Somalis is one of the largest groups that are immigrating to Sweden. But we also found that Somalis have most difficulties to integrate in the Swedish society. 75% doesn’t even have a job. This is why we choose to compare our cultures. But to compare our cultures upside down, would be too much! So we decided to compare how our cultures approach to something that’s affecting all of us regardless of culture and out of that find similarities and differences in the way we choose to live. So as frivolous as we are, we choose to analyse how we relate to death and out of that try to find – how we relate to life.
To our help, we interviewed five Somalis(women and men) and a Swedish undertaker.
What we found out was that there are major differences in our behaviours that could be some possible reasons why Somalis have difficulties in the Swedish culture.
First of all, Somalis have a more of a short-term-attitude towards life than Swedes have. We think that it can have to do with the instability Somalia has suffered for many years. But we also think it could have to do with the Islamic religion; your destiny is already settled: “Inshalla” – “If God wants”. When it comes to make plans, Somalis can’t really promise to be in a certain place at a certain time. Because there is a risk you can die on the way. Therefore Somalis always say “Inshalla” when making plans. To make a plan for a year is almost unthinkable for a Somali, even if they want to.
This is a great difference from the Swedish culture! In Sweden you think you know exactly what you’ll do for the next days and you regularly make plans for a long time forward. And to be in time is something everybody counts on. To be more short term might be perceived as unorganized behaviour in Sweden. Swedes also tend to have a great confidence in science. It’s like we can avoid death by controlling what we eat and how we live.

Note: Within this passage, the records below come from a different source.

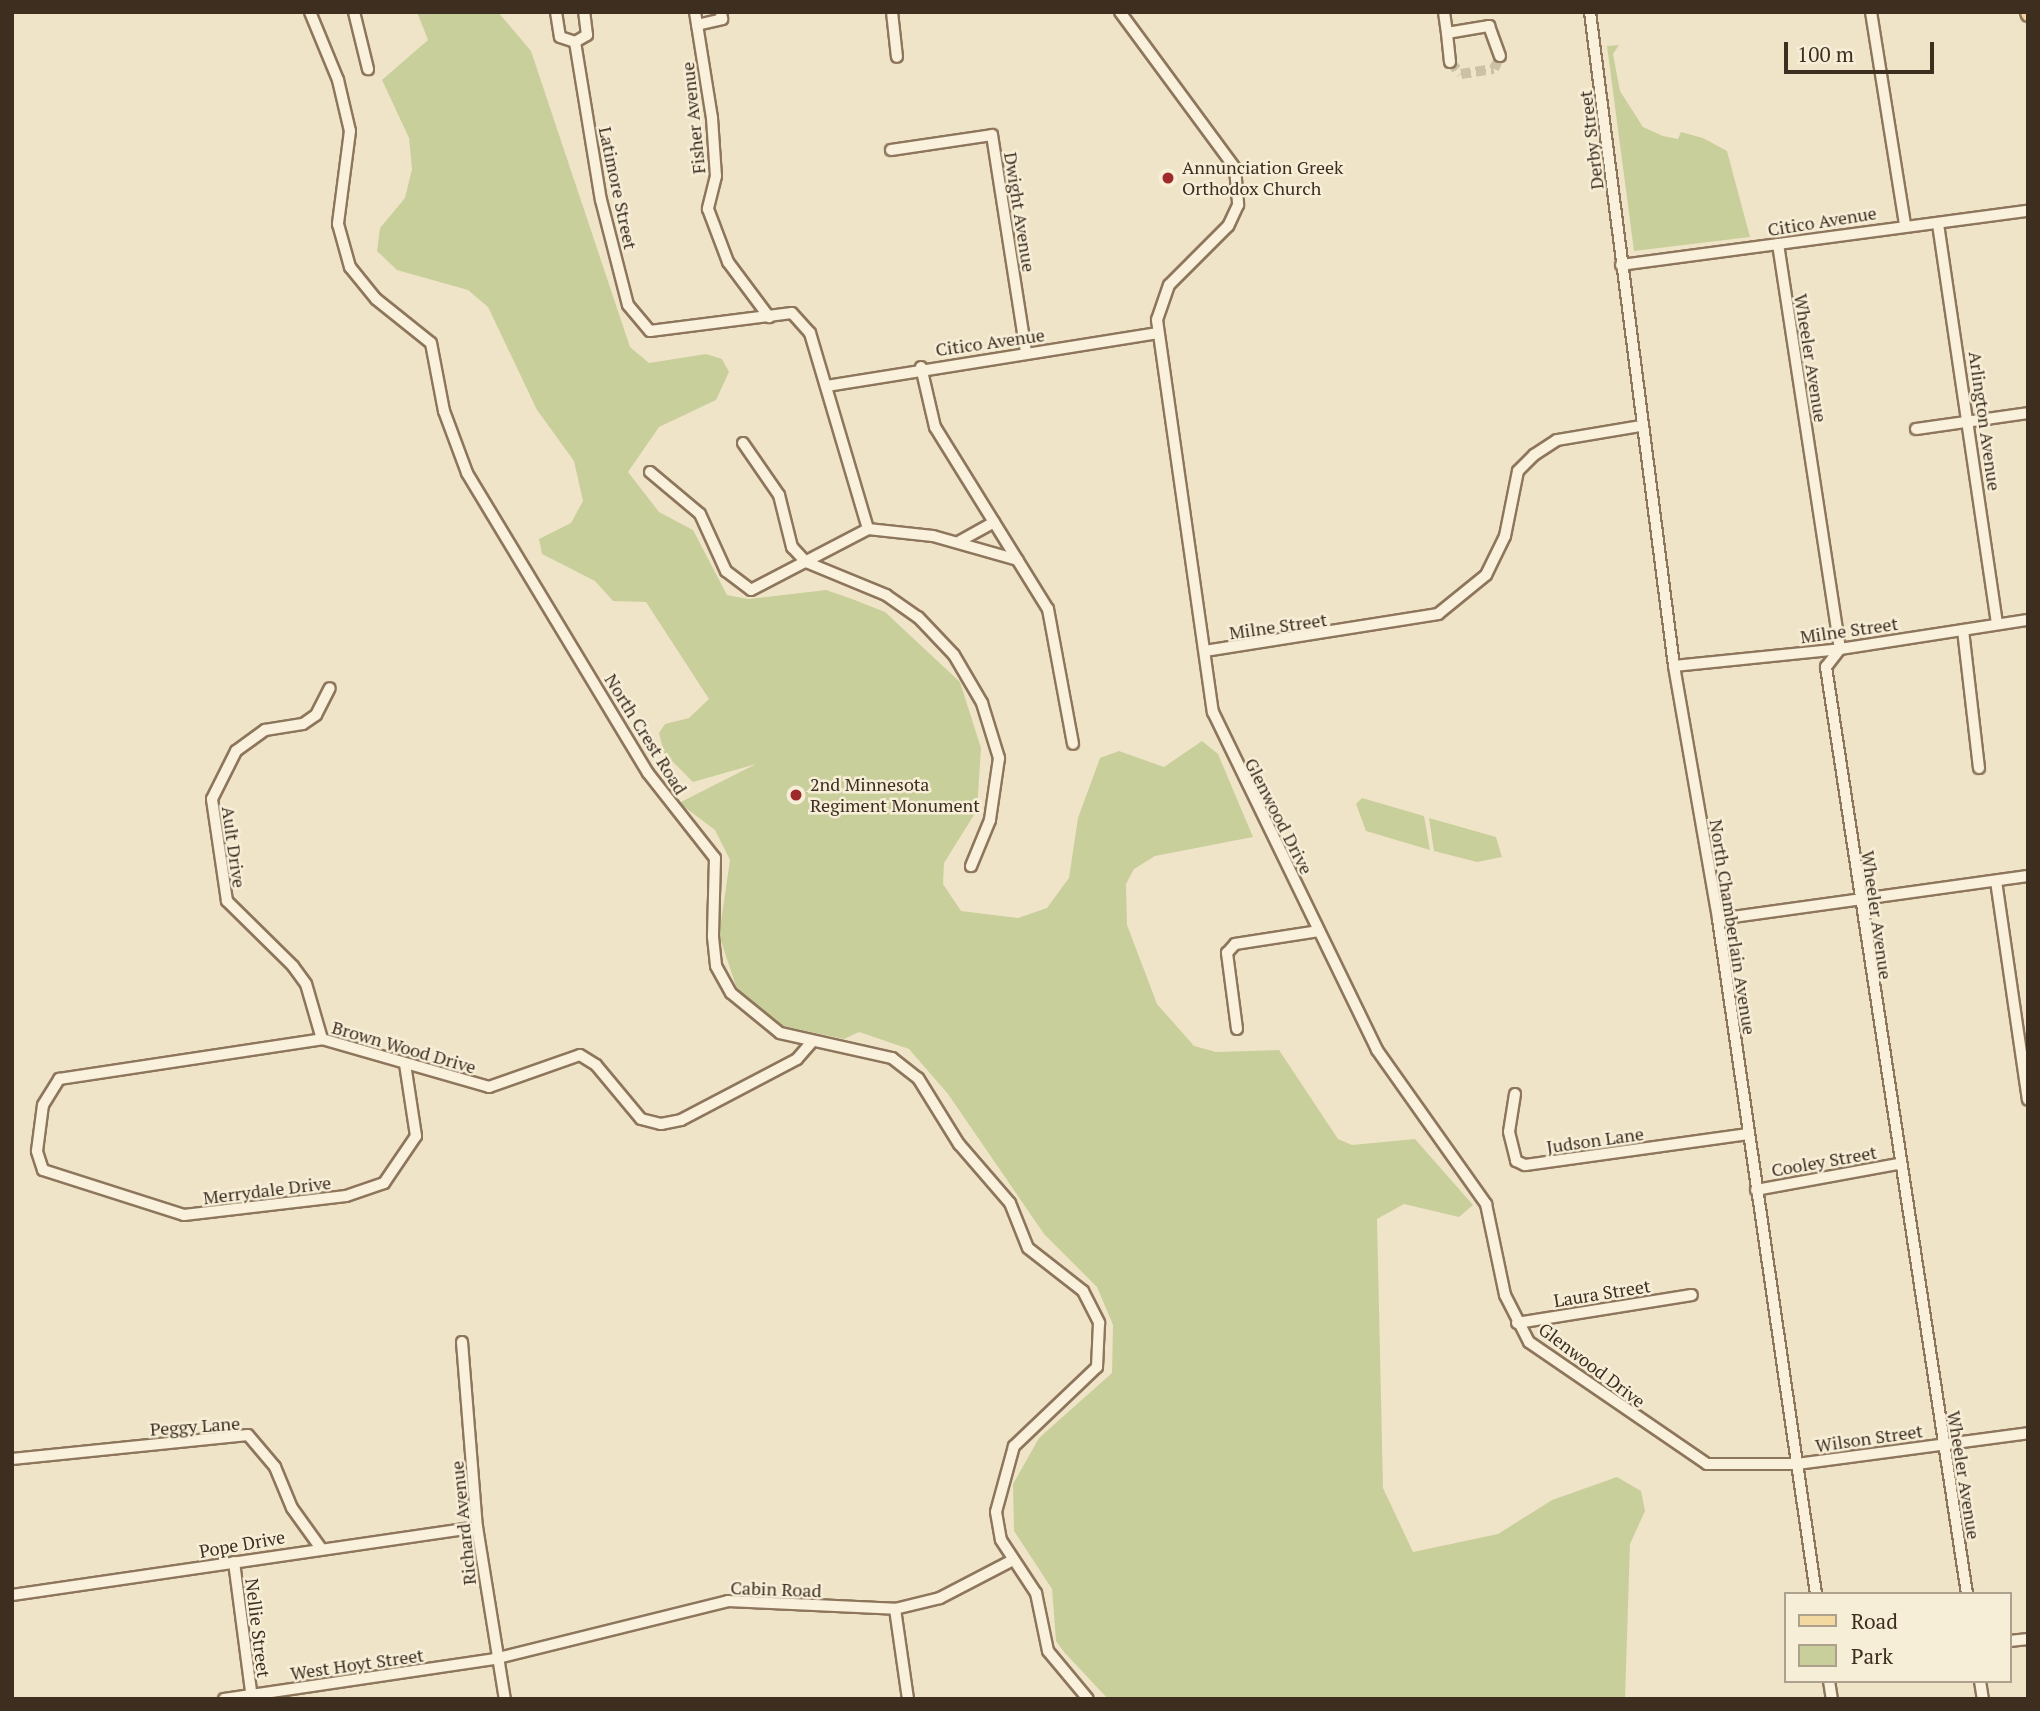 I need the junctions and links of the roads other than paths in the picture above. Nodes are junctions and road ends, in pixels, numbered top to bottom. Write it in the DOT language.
graph roads {
  1 [pos="310,12"];
  2 [pos="354,12"];
  3 [pos="556,12"];
  4 [pos="584,12"];
  5 [pos="695,12"];
  6 [pos="721,12"];
  7 [pos="892,12"];
  8 [pos="1120,12"];
  9 [pos="1444,12"];
  10 [pos="1590,12"];
  11 [pos="1871,12"];
  12 [pos="697,25"];
  13 [pos="1447,33"];
  14 [pos="575,42"];
  15 [pos="1500,56"];
  16 [pos="897,57"];
  17 [pos="1450,62"];
  18 [pos="368,69"];
  19 [pos="891,150"];
  20 [pos="2028,211"];
  21 [pos="1938,224"];
  22 [pos="1905,225"];
  23 [pos="1778,244"];
  24 [pos="1621,265"];
  25 [pos="769,317"];
  26 [pos="1158,333"];
  27 [pos="1026,353"];
  28 [pos="921,368"];
  29 [pos="827,386"];
  30 [pos="2028,413"];
  31 [pos="1970,421"];
  32 [pos="1641,426"];
  33 [pos="1916,429"];
  34 [pos="743,443"];
  35 [pos="650,472"];
  36 [pos="994,522"];
  37 [pos="868,529"];
  38 [pos="959,542"];
  39 [pos="1018,560"];
  40 [pos="806,562"];
  41 [pos="2028,620"];
  42 [pos="1997,624"];
  43 [pos="1963,630"];
  44 [pos="1840,649"];
  45 [pos="1205,651"];
  46 [pos="1674,666"];
  47 [pos="330,688"];
  48 [pos="1073,744"];
  49 [pos="1979,768"];
  50 [pos="971,866"];
  51 [pos="2028,876"];
  52 [pos="1996,881"];
  53 [pos="1858,900"];
  54 [pos="1718,919"];
  55 [pos="1319,931"];
  56 [pos="1237,1029"];
  57 [pos="321,1039"];
  58 [pos="812,1042"];
  59 [pos="405,1064"];
  60 [pos="59,1079"];
  61 [pos="1515,1094"];
  62 [pos="2028,1100"];
  63 [pos="1747,1134"];
  64 [pos="1898,1164"];
  65 [pos="1756,1190"];
  66 [pos="1692,1295"];
  67 [pos="1517,1323"];
  68 [pos="461,1342"];
  69 [pos="2028,1433"];
  70 [pos="1943,1444"];
  71 [pos="12,1459"];
  72 [pos="1797,1464"];
  73 [pos="477,1527"];
  74 [pos="320,1547"];
  75 [pos="1011,1561"];
  76 [pos="234,1562"];
  77 [pos="1816,1592"];
  78 [pos="1967,1592"];
  79 [pos="12,1595"];
  80 [pos="895,1609"];
  81 [pos="494,1659"];
  82 [pos="251,1697"];
  83 [pos="224,1699"];
  84 [pos="505,1699"];
  85 [pos="908,1699"];
  86 [pos="1088,1699"];
  1 -- 58 [label="street, North Crest Road"];
  2 -- 18 [label="street"];
  3 -- 14 [label="street, Latimore Street"];
  4 -- 14 [label="street, Latimore Street"];
  5 -- 12 [label="street, Fisher Avenue"];
  6 -- 12 [label="street"];
  7 -- 16 [label="street"];
  8 -- 26 [label="street, Glenwood Drive"];
  9 -- 13 [label="street"];
  10 -- 24 [label="street, Derby Street"];
  11 -- 22 [label="street"];
  12 -- 25 [label="street, Fisher Avenue"];
  13 -- 15 [label="street"];
  13 -- 17 [label="street"];
  14 -- 25 [label="street, Latimore Street"];
  19 -- 27 [label="street, Dwight Avenue"];
  20 -- 21 [label="street, Citico Avenue"];
  21 -- 22 [label="street, Citico Avenue"];
  21 -- 31 [label="street, Arlington Avenue"];
  22 -- 23 [label="street, Citico Avenue"];
  23 -- 24 [label="street, Citico Avenue"];
  23 -- 44 [label="street, Wheeler Avenue"];
  24 -- 32 [label="street, North Chamberlain Avenue"];
  25 -- 29 [label="street"];
  26 -- 27 [label="street, Citico Avenue"];
  26 -- 45 [label="street, Glenwood Drive"];
  27 -- 28 [label="street, Citico Avenue"];
  28 -- 29 [label="street, Citico Avenue"];
  28 -- 36 [label="street"];
  29 -- 37 [label="street"];
  30 -- 31 [label="street"];
  31 -- 33 [label="street"];
  31 -- 42 [label="street, Arlington Avenue"];
  32 -- 45 [label="street, Milne Street"];
  32 -- 46 [label="street, North Chamberlain Avenue"];
  34 -- 40 [label="street"];
  35 -- 40 [label="street"];
  36 -- 38 [label="street"];
  36 -- 39 [label="street"];
  37 -- 38 [label="street"];
  37 -- 40 [label="street"];
  38 -- 39 [label="street"];
  39 -- 48 [label="street"];
  40 -- 50 [label="street"];
  41 -- 42 [label="street, Milne Street"];
  42 -- 43 [label="street, Milne Street"];
  43 -- 44 [label="street, Milne Street"];
  43 -- 49 [label="street"];
  44 -- 46 [label="street, Milne Street"];
  44 -- 53 [label="street, Wheeler Avenue"];
  45 -- 55 [label="street, Glenwood Drive"];
  46 -- 54 [label="street, North Chamberlain Avenue"];
  47 -- 57 [label="street, Ault Drive"];
  51 -- 52 [label="street"];
  52 -- 53 [label="street"];
  52 -- 62 [label="street"];
  53 -- 54 [label="street"];
  53 -- 64 [label="street, Wheeler Avenue"];
  54 -- 63 [label="street, North Chamberlain Avenue"];
  55 -- 56 [label="street"];
  55 -- 67 [label="street, Glenwood Drive"];
  57 -- 59 [label="street, Brown Wood Drive"];
  57 -- 60 [label="street, Brown Wood Drive"];
  58 -- 59 [label="street, Brown Wood Drive"];
  58 -- 75 [label="street, North Crest Road"];
  59 -- 60 [label="street, Merrydale Drive"];
  61 -- 63 [label="street, Judson Lane"];
  63 -- 65 [label="street, North Chamberlain Avenue"];
  64 -- 65 [label="street, Cooley Street"];
  64 -- 70 [label="street, Wheeler Avenue"];
  65 -- 72 [label="street, North Chamberlain Avenue"];
  66 -- 67 [label="street, Laura Street"];
  67 -- 72 [label="street, Glenwood Drive"];
  68 -- 73 [label="street, Richard Avenue"];
  69 -- 70 [label="street, Wilson Street"];
  70 -- 72 [label="street, Wilson Street"];
  70 -- 78 [label="street, Wheeler Avenue"];
  71 -- 74 [label="street, Peggy Lane"];
  72 -- 77 [label="street, North Chamberlain Avenue"];
  73 -- 74 [label="street, Pope Drive"];
  73 -- 81 [label="street, Richard Avenue"];
  74 -- 76 [label="street, Pope Drive"];
  75 -- 80 [label="street, Cabin Road"];
  75 -- 86 [label="street, North Crest Road"];
  76 -- 79 [label="street, Pope Drive"];
  76 -- 82 [label="street, Nellie Street"];
  80 -- 81 [label="street, Cabin Road"];
  80 -- 85 [label="street"];
  81 -- 82 [label="street, West Hoyt Street"];
  81 -- 84 [label="street, Richard Avenue"];
  82 -- 83 [label="street, West Hoyt Street"];
}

We also found out that Somalis have a much more masculine culture than Swedes. For example, women are forbidden to participate at a funeral ceremony, only Muslim men. Meanwhile, the women pray together, taking care of the children, and cook dinner.
In Sweden, everyone (women, men and children) is allowed to participate at the funeral. This indicates that the Swedish culture is more feminine(equal).
Somali culture is more collectivistic than the Swedish. In Somalia if someone becomes severely ill, everyone, family, relatives and friends, will come and visit. It’s everyone’s concern. They will take a plane if they have to and can afford it. And in Somalia you don’t have to say that you will come – You just come. Our Somali respondents told us; “No one in Somalia lives or die alone. You don’t find a lonely Somali.”
In Sweden if someone gets severely ill, people often let the person be alone with her/his closest family. Often people are afraid to meet the ill one, they feel uncomfortable.
What we also found out was that Swedish funerals are much more personal now than for about 15 years ago. We aren’t as bounded to traditions as we once were.
What about similarities? Both our cultures feel the same sorrow about losing a loved one. We also have the same need to honour the ones we’ve lost. But how can we better understand each other? We think that I we can see beyond those obvious differences our cultures have, and can identify our selves in some level – It might open doors for better understanding.